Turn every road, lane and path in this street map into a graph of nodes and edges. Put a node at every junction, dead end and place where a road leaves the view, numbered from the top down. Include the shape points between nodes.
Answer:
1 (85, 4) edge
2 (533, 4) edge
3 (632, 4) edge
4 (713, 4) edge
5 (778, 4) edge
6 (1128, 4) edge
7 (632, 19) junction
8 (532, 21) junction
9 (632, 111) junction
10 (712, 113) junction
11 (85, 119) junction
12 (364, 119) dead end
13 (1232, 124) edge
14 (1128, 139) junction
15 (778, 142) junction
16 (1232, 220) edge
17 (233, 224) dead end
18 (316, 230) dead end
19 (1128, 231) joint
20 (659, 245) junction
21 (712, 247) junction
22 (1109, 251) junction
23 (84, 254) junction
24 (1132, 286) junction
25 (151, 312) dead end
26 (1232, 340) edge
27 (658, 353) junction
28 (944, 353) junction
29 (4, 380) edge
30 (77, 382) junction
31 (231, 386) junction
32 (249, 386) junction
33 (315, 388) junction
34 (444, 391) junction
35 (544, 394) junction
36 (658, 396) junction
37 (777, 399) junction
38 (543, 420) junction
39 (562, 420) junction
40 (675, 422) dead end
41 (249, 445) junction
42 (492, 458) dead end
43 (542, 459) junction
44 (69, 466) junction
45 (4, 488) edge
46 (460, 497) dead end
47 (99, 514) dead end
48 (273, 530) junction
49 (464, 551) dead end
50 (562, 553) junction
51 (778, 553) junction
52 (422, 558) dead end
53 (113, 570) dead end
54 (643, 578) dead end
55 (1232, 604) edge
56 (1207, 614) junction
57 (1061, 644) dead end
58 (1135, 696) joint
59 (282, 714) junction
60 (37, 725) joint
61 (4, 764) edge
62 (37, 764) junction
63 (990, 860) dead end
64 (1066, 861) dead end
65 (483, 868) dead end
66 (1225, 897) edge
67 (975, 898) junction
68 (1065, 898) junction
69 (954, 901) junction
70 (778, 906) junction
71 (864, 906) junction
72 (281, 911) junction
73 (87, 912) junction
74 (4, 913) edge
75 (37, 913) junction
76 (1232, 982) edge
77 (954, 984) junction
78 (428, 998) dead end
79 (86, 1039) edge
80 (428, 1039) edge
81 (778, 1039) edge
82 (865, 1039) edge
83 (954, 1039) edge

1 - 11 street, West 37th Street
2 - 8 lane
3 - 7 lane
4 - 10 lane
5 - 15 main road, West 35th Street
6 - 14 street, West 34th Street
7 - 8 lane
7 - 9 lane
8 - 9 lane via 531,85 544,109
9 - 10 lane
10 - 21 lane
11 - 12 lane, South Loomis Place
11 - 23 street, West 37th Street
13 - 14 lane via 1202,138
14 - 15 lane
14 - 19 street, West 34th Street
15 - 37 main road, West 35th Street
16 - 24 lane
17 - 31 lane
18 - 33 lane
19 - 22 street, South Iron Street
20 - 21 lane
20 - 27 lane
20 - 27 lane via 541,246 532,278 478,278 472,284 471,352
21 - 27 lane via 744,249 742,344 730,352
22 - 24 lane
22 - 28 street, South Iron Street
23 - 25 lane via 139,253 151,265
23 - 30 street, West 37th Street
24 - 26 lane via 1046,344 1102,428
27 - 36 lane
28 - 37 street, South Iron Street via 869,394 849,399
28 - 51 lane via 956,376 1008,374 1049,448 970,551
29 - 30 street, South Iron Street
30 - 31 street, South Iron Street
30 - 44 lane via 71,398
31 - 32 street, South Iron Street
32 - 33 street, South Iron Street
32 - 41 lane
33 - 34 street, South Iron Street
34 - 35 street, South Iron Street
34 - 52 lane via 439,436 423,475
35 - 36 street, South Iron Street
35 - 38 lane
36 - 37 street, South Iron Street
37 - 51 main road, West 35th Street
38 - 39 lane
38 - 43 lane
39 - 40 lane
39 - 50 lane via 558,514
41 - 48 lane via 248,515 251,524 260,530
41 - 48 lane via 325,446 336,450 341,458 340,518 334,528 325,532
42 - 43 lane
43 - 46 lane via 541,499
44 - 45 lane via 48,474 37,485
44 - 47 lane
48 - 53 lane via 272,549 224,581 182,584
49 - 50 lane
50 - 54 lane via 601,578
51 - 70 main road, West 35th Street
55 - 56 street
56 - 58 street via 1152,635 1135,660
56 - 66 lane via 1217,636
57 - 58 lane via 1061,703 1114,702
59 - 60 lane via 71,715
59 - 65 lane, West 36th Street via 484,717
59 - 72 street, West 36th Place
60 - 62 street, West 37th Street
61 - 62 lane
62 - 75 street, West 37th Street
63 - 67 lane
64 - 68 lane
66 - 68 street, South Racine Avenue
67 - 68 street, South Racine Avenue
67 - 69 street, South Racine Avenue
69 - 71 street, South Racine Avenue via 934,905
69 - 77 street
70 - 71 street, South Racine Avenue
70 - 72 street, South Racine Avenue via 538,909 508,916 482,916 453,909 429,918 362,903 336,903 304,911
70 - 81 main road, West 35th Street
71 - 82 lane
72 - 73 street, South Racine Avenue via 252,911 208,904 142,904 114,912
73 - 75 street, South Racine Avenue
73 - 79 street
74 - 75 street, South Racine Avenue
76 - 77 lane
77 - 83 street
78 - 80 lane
********
* Task requirements: Look over the entries above and tally the lines containing the string "joint"; the answer is that total only.

* Task solution: 3